Smart people saying smart things

Smart people saying smart things December 19, 2012

Jo Hilder: “Evil, Mental Illness, and the Responsibility of the Free”

In Australia, since a certified mentally ill young millionaire went on a killing spree in Tasmania in 1996, we have comparatively strict gun controls. This means for us now when the mentally ill, or the criminally disturbed, or the simply very angry in our community are provoked by their inner voices or their emotions, to act out, the worst they can usually do is brandish a very sharp knife, or a very hard fist. Several mental health support workers a year in Australia are hurt by their clients in acts of violence involving knives and fists, and a few over the past few years have been killed. But our gun controls mean there are fewer guns available for mental health clients to point at people. This is a very good thing.

If the U.S.A. intends to improve mental health services without also improving gun controls, all that’s likely to be produced is a spate of gun-related deaths against mental health workers. Improving mental health services is only half the picture. The other half is making sure the availability of those weapons capable of causing immediate and widespread catastrophic loss of life is severely limited.

Tim Perry: “‘Where Was God?’ and Other Wrong Questions”

I think many of us are afraid to talk to God about this tragedy and would rather talk about [God] (Where was God?) or talk about more mundane things instead (gun control; mental health). Talking to God about this horror is risky. To ask, “How long, O Lord?” is to walk the knife-edge of faith that separates believing Alyosha Karamazov from his unbelieving brother Ivan. It forces us to give full consideration to Ivan’s complaint against God – if the blessings of heaven require the suffering of just one child, then he wants none of God’s heaven. And to let that complaint out, to utter it even, is to risk – risk the shallowness of our own faith, risk really entering into the pain of others, risk really looking into the face of evil.

Alise Wright: “Immanuel”

We need to remember that violence against children doesn’t only happen in schools. God’s presence didn’t stop thousands of children from being molested in churches. God’s presence didn’t stop a child from being called an “evil little thing” for having a different opinion from a Christian leader.

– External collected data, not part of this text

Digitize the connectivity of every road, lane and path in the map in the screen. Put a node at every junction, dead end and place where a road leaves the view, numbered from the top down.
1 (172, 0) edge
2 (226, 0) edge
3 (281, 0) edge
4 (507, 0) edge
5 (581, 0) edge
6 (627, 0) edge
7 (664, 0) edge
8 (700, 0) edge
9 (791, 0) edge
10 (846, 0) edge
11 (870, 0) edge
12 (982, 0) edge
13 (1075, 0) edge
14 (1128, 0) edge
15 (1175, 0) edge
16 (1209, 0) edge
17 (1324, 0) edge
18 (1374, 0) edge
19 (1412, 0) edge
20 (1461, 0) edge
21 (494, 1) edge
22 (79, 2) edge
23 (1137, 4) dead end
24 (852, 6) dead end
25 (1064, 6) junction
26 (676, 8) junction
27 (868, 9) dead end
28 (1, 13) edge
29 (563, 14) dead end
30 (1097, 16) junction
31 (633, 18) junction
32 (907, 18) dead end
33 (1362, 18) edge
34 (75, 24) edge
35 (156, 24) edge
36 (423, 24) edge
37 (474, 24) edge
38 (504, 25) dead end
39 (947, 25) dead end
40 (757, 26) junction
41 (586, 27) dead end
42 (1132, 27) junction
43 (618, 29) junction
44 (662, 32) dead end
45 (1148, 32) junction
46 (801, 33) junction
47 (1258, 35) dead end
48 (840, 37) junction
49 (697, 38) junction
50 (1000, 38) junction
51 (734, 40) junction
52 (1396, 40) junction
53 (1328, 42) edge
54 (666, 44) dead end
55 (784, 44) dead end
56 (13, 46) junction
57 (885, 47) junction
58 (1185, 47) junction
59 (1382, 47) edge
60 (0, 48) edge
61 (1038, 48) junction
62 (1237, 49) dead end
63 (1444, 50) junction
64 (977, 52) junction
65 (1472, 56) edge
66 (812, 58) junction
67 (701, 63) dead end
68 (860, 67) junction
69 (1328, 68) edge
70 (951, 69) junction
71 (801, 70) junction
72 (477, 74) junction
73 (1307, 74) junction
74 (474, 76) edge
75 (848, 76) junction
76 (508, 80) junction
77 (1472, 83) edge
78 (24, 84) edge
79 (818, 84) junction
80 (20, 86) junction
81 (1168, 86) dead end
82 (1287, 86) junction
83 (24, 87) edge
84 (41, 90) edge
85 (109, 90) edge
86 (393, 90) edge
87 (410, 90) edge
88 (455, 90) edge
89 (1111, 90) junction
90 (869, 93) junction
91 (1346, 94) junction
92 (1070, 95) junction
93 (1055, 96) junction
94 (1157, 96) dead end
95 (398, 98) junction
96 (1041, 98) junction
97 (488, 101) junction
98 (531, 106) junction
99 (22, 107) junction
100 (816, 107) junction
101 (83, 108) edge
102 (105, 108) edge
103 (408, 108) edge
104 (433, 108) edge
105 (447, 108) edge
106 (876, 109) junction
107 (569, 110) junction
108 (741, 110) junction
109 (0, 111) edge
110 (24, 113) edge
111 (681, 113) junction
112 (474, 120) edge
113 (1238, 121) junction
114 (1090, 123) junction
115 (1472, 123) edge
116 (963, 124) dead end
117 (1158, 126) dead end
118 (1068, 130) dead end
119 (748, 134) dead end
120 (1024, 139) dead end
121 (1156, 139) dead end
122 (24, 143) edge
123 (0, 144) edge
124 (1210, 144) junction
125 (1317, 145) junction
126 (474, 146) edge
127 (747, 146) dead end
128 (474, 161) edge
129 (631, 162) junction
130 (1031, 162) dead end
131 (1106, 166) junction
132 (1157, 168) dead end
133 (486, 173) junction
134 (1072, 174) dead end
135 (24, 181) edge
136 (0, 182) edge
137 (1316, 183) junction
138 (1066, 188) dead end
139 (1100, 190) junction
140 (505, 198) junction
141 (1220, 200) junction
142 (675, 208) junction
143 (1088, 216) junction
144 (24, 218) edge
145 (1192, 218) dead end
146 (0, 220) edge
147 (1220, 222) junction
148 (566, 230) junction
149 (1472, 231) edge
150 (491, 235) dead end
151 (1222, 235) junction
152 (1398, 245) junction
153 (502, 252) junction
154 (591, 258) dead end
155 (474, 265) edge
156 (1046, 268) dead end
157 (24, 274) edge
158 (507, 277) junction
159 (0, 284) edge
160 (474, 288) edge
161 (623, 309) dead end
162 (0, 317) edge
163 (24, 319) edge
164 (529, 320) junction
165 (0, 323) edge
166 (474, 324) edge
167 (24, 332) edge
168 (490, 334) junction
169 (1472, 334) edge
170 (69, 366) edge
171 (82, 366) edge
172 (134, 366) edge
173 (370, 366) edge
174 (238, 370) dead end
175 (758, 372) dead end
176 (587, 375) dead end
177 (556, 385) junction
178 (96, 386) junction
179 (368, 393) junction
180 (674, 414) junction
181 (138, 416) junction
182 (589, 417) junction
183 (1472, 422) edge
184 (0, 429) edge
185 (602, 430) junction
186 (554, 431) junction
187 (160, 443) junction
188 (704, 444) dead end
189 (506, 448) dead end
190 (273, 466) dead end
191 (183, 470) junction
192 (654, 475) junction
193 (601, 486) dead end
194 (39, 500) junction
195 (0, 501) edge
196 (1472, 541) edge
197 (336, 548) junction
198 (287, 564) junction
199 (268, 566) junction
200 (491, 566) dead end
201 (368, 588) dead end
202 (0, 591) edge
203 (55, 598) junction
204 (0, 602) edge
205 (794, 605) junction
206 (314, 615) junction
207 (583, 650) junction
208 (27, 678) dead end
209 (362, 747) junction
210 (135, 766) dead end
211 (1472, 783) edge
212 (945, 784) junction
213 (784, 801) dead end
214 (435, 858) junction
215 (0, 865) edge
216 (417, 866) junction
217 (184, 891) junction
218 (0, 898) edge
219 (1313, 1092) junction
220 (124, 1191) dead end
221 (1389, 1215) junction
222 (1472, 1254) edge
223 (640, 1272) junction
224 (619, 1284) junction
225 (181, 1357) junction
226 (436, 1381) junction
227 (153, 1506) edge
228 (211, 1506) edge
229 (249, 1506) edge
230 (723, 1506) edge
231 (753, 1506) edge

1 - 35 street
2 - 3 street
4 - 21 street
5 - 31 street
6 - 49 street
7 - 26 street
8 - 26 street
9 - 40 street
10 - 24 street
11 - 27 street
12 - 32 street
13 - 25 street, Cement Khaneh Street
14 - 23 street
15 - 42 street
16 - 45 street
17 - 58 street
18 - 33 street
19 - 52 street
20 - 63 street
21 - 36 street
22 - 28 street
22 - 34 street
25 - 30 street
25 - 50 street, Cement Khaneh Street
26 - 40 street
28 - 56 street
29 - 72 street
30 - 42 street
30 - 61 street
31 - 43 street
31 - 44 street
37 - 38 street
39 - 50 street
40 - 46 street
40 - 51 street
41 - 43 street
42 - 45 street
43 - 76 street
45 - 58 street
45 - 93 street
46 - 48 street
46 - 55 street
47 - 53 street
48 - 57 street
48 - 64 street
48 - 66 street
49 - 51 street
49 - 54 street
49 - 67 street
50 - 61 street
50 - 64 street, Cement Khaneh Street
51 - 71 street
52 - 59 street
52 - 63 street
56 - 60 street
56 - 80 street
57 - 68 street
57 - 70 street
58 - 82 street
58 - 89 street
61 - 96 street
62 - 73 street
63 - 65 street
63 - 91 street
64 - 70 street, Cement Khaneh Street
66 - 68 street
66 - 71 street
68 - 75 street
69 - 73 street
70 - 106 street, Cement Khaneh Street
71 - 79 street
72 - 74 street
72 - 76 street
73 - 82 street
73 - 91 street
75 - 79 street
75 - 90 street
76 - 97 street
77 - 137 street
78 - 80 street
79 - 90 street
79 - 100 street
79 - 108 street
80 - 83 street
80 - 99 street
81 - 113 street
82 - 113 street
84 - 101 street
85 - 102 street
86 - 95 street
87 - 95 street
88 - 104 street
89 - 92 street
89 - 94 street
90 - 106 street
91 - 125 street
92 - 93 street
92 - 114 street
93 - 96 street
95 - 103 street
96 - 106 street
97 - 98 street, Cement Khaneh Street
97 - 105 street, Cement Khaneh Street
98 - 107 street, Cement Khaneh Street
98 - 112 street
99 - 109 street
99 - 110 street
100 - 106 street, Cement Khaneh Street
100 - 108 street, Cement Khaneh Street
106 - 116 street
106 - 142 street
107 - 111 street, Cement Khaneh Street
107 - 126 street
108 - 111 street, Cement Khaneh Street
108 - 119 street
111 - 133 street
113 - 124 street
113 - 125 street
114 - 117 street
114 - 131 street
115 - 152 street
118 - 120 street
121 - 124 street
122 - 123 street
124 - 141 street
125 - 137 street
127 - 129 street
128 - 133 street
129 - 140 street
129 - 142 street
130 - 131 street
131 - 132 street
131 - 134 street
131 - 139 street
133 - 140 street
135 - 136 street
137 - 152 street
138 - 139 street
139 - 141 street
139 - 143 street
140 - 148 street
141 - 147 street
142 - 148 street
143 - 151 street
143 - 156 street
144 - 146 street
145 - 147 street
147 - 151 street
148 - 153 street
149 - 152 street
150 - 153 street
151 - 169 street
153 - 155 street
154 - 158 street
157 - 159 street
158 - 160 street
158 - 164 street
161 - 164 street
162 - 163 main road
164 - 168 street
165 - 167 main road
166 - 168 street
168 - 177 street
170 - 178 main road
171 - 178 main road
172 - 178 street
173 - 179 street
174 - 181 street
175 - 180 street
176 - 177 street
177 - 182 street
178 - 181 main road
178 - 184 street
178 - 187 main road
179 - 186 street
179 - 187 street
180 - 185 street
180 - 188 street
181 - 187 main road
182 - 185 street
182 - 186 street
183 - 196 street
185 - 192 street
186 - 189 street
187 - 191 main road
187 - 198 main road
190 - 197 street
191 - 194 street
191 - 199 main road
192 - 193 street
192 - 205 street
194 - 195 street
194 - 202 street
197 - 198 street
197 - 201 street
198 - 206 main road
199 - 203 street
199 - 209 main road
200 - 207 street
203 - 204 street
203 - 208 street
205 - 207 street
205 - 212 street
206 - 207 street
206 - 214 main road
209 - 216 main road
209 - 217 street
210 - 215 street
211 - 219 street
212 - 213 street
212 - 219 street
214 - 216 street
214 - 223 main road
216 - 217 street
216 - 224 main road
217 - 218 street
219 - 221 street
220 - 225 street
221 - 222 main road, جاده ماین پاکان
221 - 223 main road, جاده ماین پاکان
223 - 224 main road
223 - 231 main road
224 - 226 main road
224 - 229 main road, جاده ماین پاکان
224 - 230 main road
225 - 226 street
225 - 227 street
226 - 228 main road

God’s presence didn’t stop a pastor from suggesting violence against children who don’t conform to gender norms.

If history has taught us anything, it’s that violence against children is pervasive, and is just as likely in places where children are taught Bible lessons as they are where children are taught the three R’s.

Scott Paeth: “Murdered Children Deserve to Have a Future”

At the heart of my faith is belief in a God for whom murders like the one in Sandy Hook are not the end of the story, a God who stands in solidarity with the victims of violence, who became incarnate in a human being and suffered every sorrow of human life, and whose death revealed the rotten core of the cycle of violence that sustains our civilization.

The God I worship is one who will not let the murder of innocents be the last word, but who promises to bring justice to the victims and justification to the perpetrator. In the end, despite all of my doubts, I am a Christian because I believe that murdered children deserve a future; and I believe that we are entitled to hope for one on their behalf. Without hope for the victims, there is no hope at all.

Katie Grimes: “A Church That Does Body Counts”

If you want to know whom a given community or society considers to be human, look at whom they mourn. For example, in the United States until very recently, an African-American or Mexican-American person who was lynched by a white mob was not mourned in public. Such a death didn’t really “count” as the death of a human being; in fact, such deaths were often not even counted as deaths at all–it has only been through the painstaking work of historians that we have even begun to have a public record of how many persons of color were lynched in this country during the 19th and 20th centuries. It is almost as though there is an inverse relationship between mournability and disposability. This is certainly why as Army General Tommy Franks said, when it comes to Iraqi and Afghans, “we don’t do body counts.”

… It seems to me as though Christians should not only remember the “victims of history,” who are often those whom history forgets, but also that we should mourn them. The church should do body counts. When we do, we will be a church in which all bodies count.